Directions for this task | Output each entry verbatim. Leave the images out.

Supplied entries |
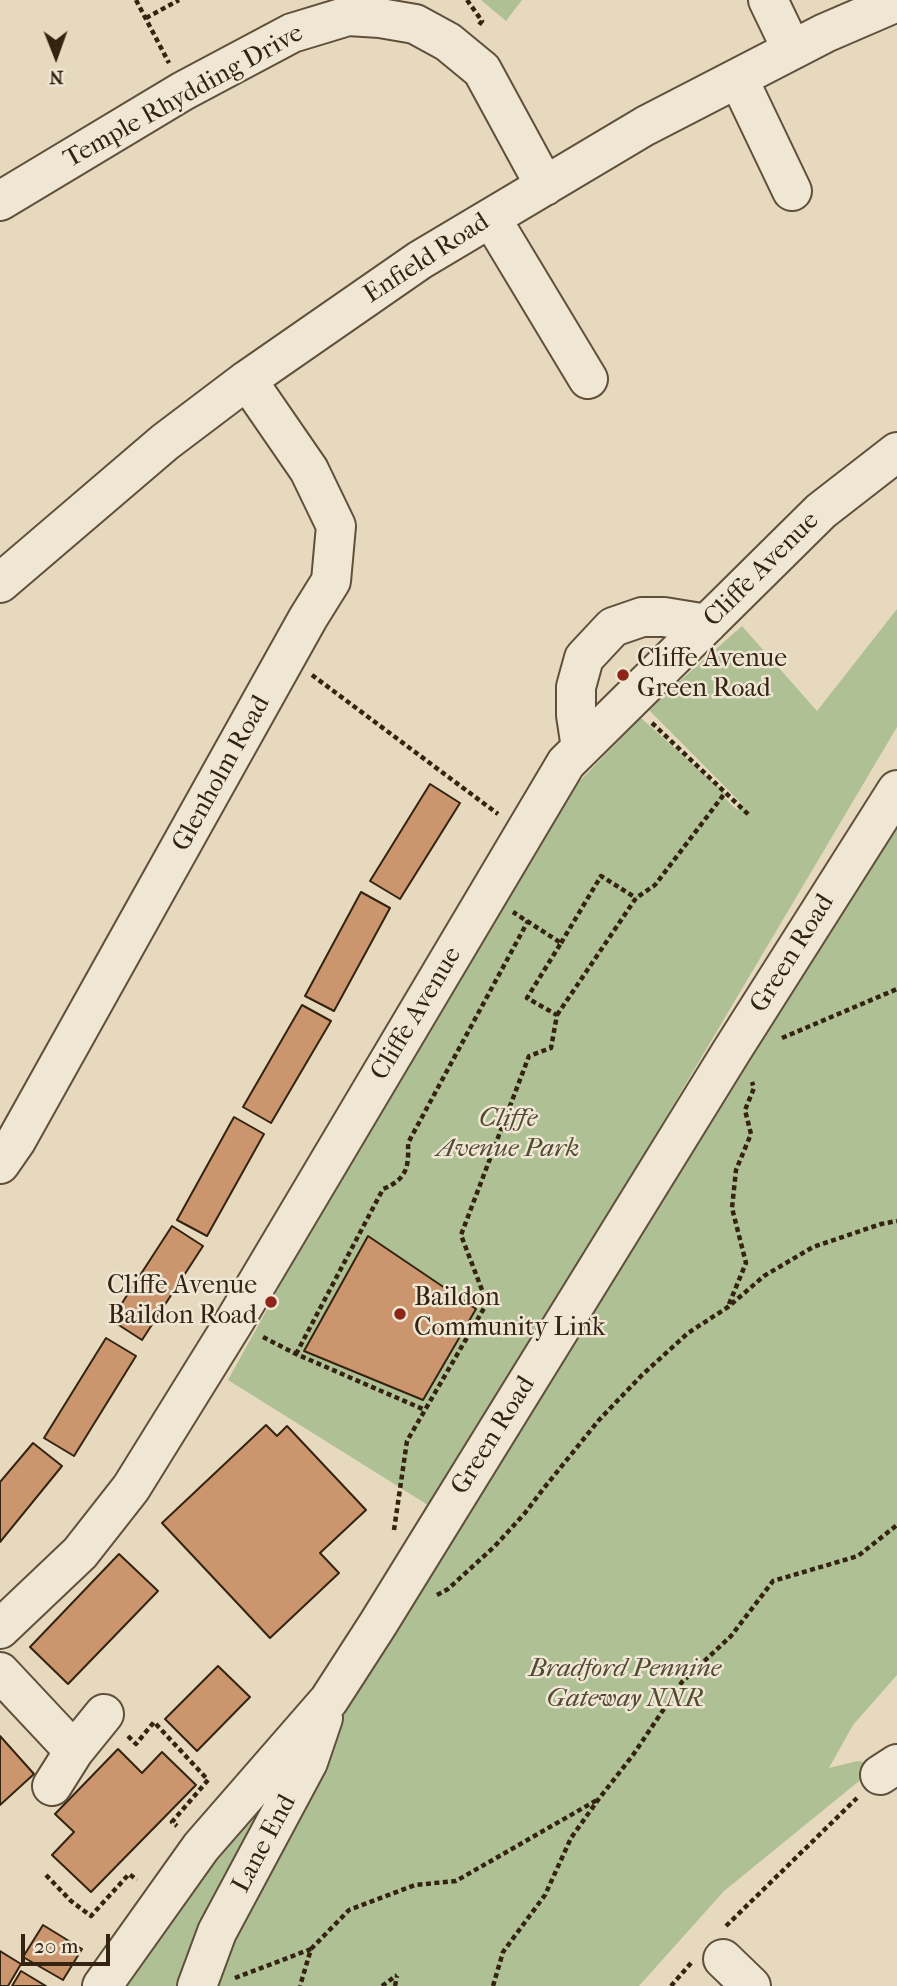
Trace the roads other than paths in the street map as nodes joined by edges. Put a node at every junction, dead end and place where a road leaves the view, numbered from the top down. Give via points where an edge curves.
1 (768, 0) edge
2 (897, 2) edge
3 (792, 50) junction
4 (738, 78) junction
5 (545, 186) junction
6 (792, 191) dead end
7 (0, 201) edge
8 (491, 218) junction
9 (588, 379) dead end
10 (247, 380) junction
11 (897, 452) edge
12 (0, 583) edge
13 (707, 624) junction
14 (581, 748) junction
15 (897, 790) edge
16 (0, 1164) edge
17 (1, 1625) edge
18 (0, 1672) edge
19 (329, 1700) junction
20 (104, 1714) road end
21 (75, 1751) junction
22 (52, 1786) dead end
23 (713, 1950) road end
24 (212, 1984) edge
25 (102, 1986) edge
26 (751, 1986) edge

1 - 3 street
2 - 3 street, Enfield Road
3 - 4 street, Enfield Road
4 - 5 street, Enfield Road via 645,126
4 - 6 street
5 - 7 street, Temple Rhydding Drive via 482,70 448,42 415,24 348,16 292,33 183,91
5 - 8 street, Enfield Road
8 - 9 street
8 - 10 street, Enfield Road via 420,260
10 - 12 street, Enfield Road via 165,442
10 - 16 street, Glenholm Road via 309,470 336,526 331,581
11 - 13 street, Cliffe Avenue via 821,511
13 - 14 street, Cliffe Avenue
13 - 14 street via 642,617 613,627 584,658 576,687
14 - 17 street, Cliffe Avenue via 566,763 131,1488 79,1553
15 - 19 street, Green Road
18 - 21 street
19 - 24 street, Lane End via 308,1762 217,1932
19 - 25 street, Green Road via 201,1847
20 - 21 street
21 - 22 street
23 - 26 street

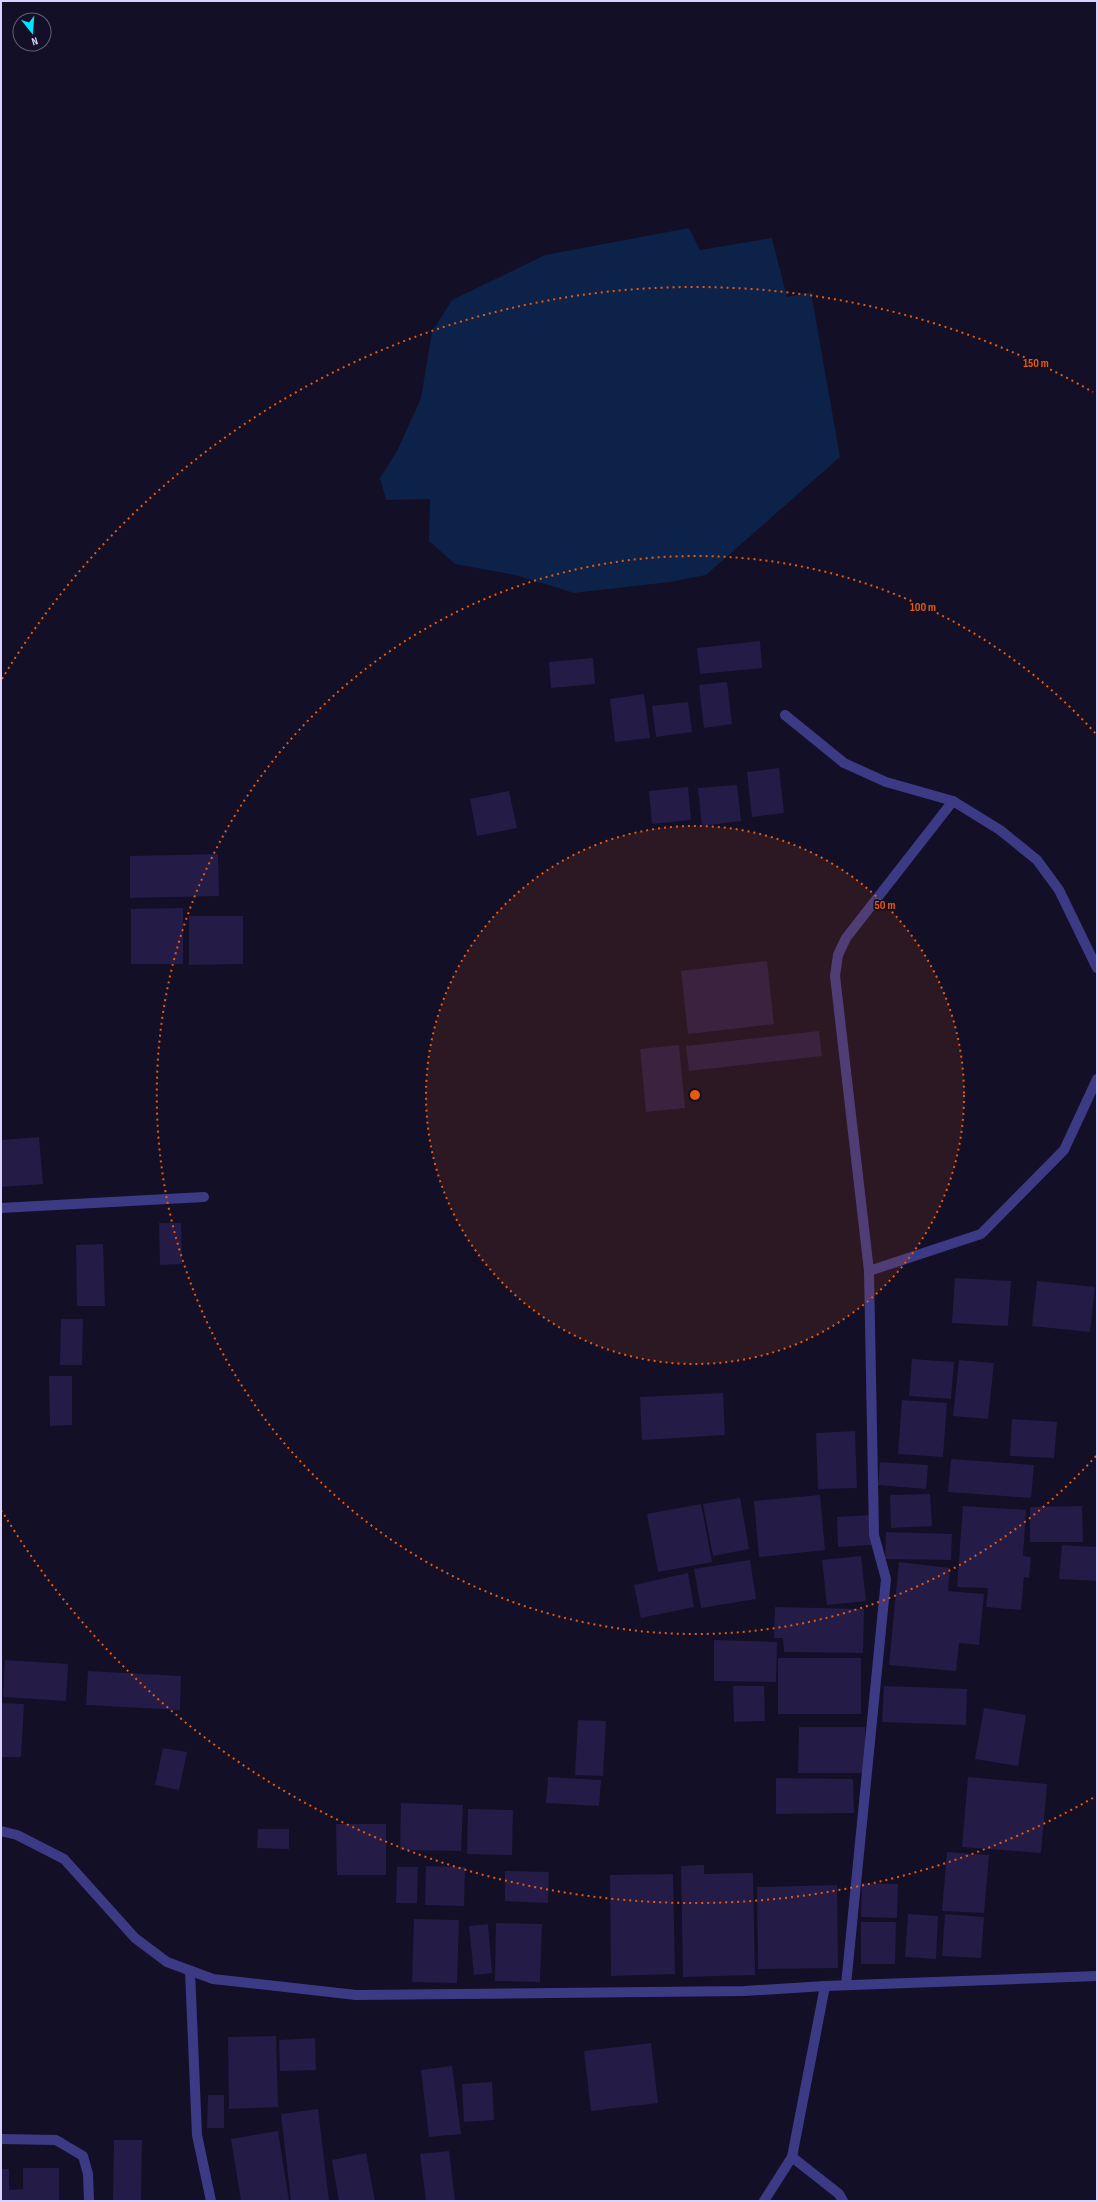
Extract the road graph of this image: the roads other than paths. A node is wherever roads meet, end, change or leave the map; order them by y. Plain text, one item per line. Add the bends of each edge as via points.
1 (786, 715) dead end
2 (953, 801) junction
3 (1097, 968) edge
4 (1097, 1078) edge
5 (204, 1197) dead end
6 (1, 1208) edge
7 (869, 1271) junction
8 (1, 1831) edge
9 (190, 1971) junction
10 (1097, 1976) edge
11 (846, 1985) junction
12 (825, 1986) junction
13 (1, 2139) edge
14 (792, 2157) junction
15 (89, 2201) edge
16 (211, 2201) edge
17 (764, 2201) edge
18 (843, 2201) edge

1 - 2 street via 844,762 886,782
2 - 3 street via 1000,830 1037,860 1059,890
2 - 7 street via 846,938 838,955 835,976
4 - 7 street via 1064,1150 981,1234
5 - 6 street
7 - 11 street via 874,1535 886,1580
8 - 9 street via 64,1858 135,1938 167,1962
9 - 12 street via 213,1979 356,1995 744,1991
9 - 16 street via 197,2135
10 - 11 street
11 - 12 street
12 - 14 street
13 - 15 street via 56,2140 83,2156 88,2174
14 - 17 street
14 - 18 street via 839,2194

Answer space |
Trace the roads other than paths in the street map as nodes joined by edges. Put a node at every junction, dead end and place where a road leaves the view, numbered from the top down. Give via points where an edge curves.
1 (768, 0) edge
2 (897, 2) edge
3 (792, 50) junction
4 (738, 78) junction
5 (545, 186) junction
6 (792, 191) dead end
7 (0, 201) edge
8 (491, 218) junction
9 (588, 379) dead end
10 (247, 380) junction
11 (897, 452) edge
12 (0, 583) edge
13 (707, 624) junction
14 (581, 748) junction
15 (897, 790) edge
16 (0, 1164) edge
17 (1, 1625) edge
18 (0, 1672) edge
19 (329, 1700) junction
20 (104, 1714) road end
21 (75, 1751) junction
22 (52, 1786) dead end
23 (713, 1950) road end
24 (212, 1984) edge
25 (102, 1986) edge
26 (751, 1986) edge

1 - 3 street
2 - 3 street, Enfield Road
3 - 4 street, Enfield Road
4 - 5 street, Enfield Road via 645,126
4 - 6 street
5 - 7 street, Temple Rhydding Drive via 482,70 448,42 415,24 348,16 292,33 183,91
5 - 8 street, Enfield Road
8 - 9 street
8 - 10 street, Enfield Road via 420,260
10 - 12 street, Enfield Road via 165,442
10 - 16 street, Glenholm Road via 309,470 336,526 331,581
11 - 13 street, Cliffe Avenue via 821,511
13 - 14 street, Cliffe Avenue
13 - 14 street via 642,617 613,627 584,658 576,687
14 - 17 street, Cliffe Avenue via 566,763 131,1488 79,1553
15 - 19 street, Green Road
18 - 21 street
19 - 24 street, Lane End via 308,1762 217,1932
19 - 25 street, Green Road via 201,1847
20 - 21 street
21 - 22 street
23 - 26 street

Extract the road graph of this image: the roads other than paths. A node is wherever roads meet, end, change or leave the map; order them by y. Plain text, one item per line. Add the bends of each edge as via points.
1 (786, 715) dead end
2 (953, 801) junction
3 (1097, 968) edge
4 (1097, 1078) edge
5 (204, 1197) dead end
6 (1, 1208) edge
7 (869, 1271) junction
8 (1, 1831) edge
9 (190, 1971) junction
10 (1097, 1976) edge
11 (846, 1985) junction
12 (825, 1986) junction
13 (1, 2139) edge
14 (792, 2157) junction
15 (89, 2201) edge
16 (211, 2201) edge
17 (764, 2201) edge
18 (843, 2201) edge

1 - 2 street via 844,762 886,782
2 - 3 street via 1000,830 1037,860 1059,890
2 - 7 street via 846,938 838,955 835,976
4 - 7 street via 1064,1150 981,1234
5 - 6 street
7 - 11 street via 874,1535 886,1580
8 - 9 street via 64,1858 135,1938 167,1962
9 - 12 street via 213,1979 356,1995 744,1991
9 - 16 street via 197,2135
10 - 11 street
11 - 12 street
12 - 14 street
13 - 15 street via 56,2140 83,2156 88,2174
14 - 17 street
14 - 18 street via 839,2194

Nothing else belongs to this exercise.